Work task – A word-for-word copy of the entries below is required.

Dataset content –
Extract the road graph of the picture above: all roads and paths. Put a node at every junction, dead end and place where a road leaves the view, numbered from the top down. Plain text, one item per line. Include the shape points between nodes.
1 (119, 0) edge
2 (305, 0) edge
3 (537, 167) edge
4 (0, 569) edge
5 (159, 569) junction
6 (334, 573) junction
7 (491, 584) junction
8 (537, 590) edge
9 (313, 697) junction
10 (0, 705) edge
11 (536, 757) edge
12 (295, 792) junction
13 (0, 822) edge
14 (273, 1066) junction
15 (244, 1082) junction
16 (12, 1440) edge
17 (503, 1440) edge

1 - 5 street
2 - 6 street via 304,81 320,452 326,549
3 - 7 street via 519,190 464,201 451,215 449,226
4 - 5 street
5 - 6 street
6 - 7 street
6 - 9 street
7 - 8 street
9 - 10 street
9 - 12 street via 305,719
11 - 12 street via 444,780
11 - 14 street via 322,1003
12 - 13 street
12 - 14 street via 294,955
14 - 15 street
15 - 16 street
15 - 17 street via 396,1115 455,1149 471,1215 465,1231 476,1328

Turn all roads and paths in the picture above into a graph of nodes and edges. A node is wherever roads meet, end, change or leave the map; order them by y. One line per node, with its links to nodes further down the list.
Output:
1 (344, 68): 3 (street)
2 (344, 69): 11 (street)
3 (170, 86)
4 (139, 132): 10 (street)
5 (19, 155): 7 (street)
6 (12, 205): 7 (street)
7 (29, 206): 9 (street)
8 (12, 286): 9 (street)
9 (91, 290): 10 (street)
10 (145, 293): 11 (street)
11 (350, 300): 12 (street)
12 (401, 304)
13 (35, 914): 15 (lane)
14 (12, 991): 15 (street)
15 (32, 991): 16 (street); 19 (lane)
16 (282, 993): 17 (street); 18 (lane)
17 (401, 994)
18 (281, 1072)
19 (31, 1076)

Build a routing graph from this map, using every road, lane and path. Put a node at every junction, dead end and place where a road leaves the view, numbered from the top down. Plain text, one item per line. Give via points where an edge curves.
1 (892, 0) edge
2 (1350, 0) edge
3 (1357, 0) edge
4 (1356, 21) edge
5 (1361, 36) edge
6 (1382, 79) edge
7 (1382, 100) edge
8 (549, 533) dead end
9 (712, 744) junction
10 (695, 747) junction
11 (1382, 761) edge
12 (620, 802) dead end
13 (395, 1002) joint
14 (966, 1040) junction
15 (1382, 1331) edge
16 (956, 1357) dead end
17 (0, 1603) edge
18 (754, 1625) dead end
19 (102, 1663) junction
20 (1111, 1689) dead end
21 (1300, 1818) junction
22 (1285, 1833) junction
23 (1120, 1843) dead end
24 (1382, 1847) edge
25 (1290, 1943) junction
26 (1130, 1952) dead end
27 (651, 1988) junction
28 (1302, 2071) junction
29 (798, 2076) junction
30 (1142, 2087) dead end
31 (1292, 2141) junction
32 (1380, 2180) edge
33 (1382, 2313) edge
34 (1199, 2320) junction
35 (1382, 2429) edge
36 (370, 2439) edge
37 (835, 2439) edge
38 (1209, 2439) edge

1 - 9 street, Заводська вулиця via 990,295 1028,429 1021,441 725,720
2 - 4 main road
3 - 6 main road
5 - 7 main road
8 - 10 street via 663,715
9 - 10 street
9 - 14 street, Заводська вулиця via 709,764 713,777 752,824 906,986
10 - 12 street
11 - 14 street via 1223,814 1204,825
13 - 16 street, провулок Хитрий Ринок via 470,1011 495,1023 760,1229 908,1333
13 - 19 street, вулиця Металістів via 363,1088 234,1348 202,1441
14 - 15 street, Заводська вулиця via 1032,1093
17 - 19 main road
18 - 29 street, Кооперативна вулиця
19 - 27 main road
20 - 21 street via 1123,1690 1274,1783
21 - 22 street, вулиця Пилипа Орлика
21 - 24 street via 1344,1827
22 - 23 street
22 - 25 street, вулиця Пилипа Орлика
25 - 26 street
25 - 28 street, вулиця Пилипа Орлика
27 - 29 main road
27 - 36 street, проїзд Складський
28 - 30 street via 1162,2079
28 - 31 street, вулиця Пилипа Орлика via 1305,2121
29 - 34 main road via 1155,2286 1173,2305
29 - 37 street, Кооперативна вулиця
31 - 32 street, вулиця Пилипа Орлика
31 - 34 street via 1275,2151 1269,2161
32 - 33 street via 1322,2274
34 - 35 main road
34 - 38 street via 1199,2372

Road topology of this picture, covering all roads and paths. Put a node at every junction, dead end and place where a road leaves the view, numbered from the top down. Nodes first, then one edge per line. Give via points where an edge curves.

Problem solution –
Extract the road graph of the picture above: all roads and paths. Put a node at every junction, dead end and place where a road leaves the view, numbered from the top down. Plain text, one item per line. Include the shape points between nodes.
1 (119, 0) edge
2 (305, 0) edge
3 (537, 167) edge
4 (0, 569) edge
5 (159, 569) junction
6 (334, 573) junction
7 (491, 584) junction
8 (537, 590) edge
9 (313, 697) junction
10 (0, 705) edge
11 (536, 757) edge
12 (295, 792) junction
13 (0, 822) edge
14 (273, 1066) junction
15 (244, 1082) junction
16 (12, 1440) edge
17 (503, 1440) edge

1 - 5 street
2 - 6 street via 304,81 320,452 326,549
3 - 7 street via 519,190 464,201 451,215 449,226
4 - 5 street
5 - 6 street
6 - 7 street
6 - 9 street
7 - 8 street
9 - 10 street
9 - 12 street via 305,719
11 - 12 street via 444,780
11 - 14 street via 322,1003
12 - 13 street
12 - 14 street via 294,955
14 - 15 street
15 - 16 street
15 - 17 street via 396,1115 455,1149 471,1215 465,1231 476,1328

Turn all roads and paths in the picture above into a graph of nodes and edges. A node is wherever roads meet, end, change or leave the map; order them by y. One line per node, with its links to nodes further down the list.
Output:
1 (344, 68): 3 (street)
2 (344, 69): 11 (street)
3 (170, 86)
4 (139, 132): 10 (street)
5 (19, 155): 7 (street)
6 (12, 205): 7 (street)
7 (29, 206): 9 (street)
8 (12, 286): 9 (street)
9 (91, 290): 10 (street)
10 (145, 293): 11 (street)
11 (350, 300): 12 (street)
12 (401, 304)
13 (35, 914): 15 (lane)
14 (12, 991): 15 (street)
15 (32, 991): 16 (street); 19 (lane)
16 (282, 993): 17 (street); 18 (lane)
17 (401, 994)
18 (281, 1072)
19 (31, 1076)

Build a routing graph from this map, using every road, lane and path. Put a node at every junction, dead end and place where a road leaves the view, numbered from the top down. Plain text, one item per line. Give via points where an edge curves.
1 (892, 0) edge
2 (1350, 0) edge
3 (1357, 0) edge
4 (1356, 21) edge
5 (1361, 36) edge
6 (1382, 79) edge
7 (1382, 100) edge
8 (549, 533) dead end
9 (712, 744) junction
10 (695, 747) junction
11 (1382, 761) edge
12 (620, 802) dead end
13 (395, 1002) joint
14 (966, 1040) junction
15 (1382, 1331) edge
16 (956, 1357) dead end
17 (0, 1603) edge
18 (754, 1625) dead end
19 (102, 1663) junction
20 (1111, 1689) dead end
21 (1300, 1818) junction
22 (1285, 1833) junction
23 (1120, 1843) dead end
24 (1382, 1847) edge
25 (1290, 1943) junction
26 (1130, 1952) dead end
27 (651, 1988) junction
28 (1302, 2071) junction
29 (798, 2076) junction
30 (1142, 2087) dead end
31 (1292, 2141) junction
32 (1380, 2180) edge
33 (1382, 2313) edge
34 (1199, 2320) junction
35 (1382, 2429) edge
36 (370, 2439) edge
37 (835, 2439) edge
38 (1209, 2439) edge

1 - 9 street, Заводська вулиця via 990,295 1028,429 1021,441 725,720
2 - 4 main road
3 - 6 main road
5 - 7 main road
8 - 10 street via 663,715
9 - 10 street
9 - 14 street, Заводська вулиця via 709,764 713,777 752,824 906,986
10 - 12 street
11 - 14 street via 1223,814 1204,825
13 - 16 street, провулок Хитрий Ринок via 470,1011 495,1023 760,1229 908,1333
13 - 19 street, вулиця Металістів via 363,1088 234,1348 202,1441
14 - 15 street, Заводська вулиця via 1032,1093
17 - 19 main road
18 - 29 street, Кооперативна вулиця
19 - 27 main road
20 - 21 street via 1123,1690 1274,1783
21 - 22 street, вулиця Пилипа Орлика
21 - 24 street via 1344,1827
22 - 23 street
22 - 25 street, вулиця Пилипа Орлика
25 - 26 street
25 - 28 street, вулиця Пилипа Орлика
27 - 29 main road
27 - 36 street, проїзд Складський
28 - 30 street via 1162,2079
28 - 31 street, вулиця Пилипа Орлика via 1305,2121
29 - 34 main road via 1155,2286 1173,2305
29 - 37 street, Кооперативна вулиця
31 - 32 street, вулиця Пилипа Орлика
31 - 34 street via 1275,2151 1269,2161
32 - 33 street via 1322,2274
34 - 35 main road
34 - 38 street via 1199,2372

Road topology of this picture, covering all roads and paths. Put a node at every junction, dead end and place where a road leaves the view, numbered from the top down. Nodes first, then one edge per line. Give via points where an edge curves.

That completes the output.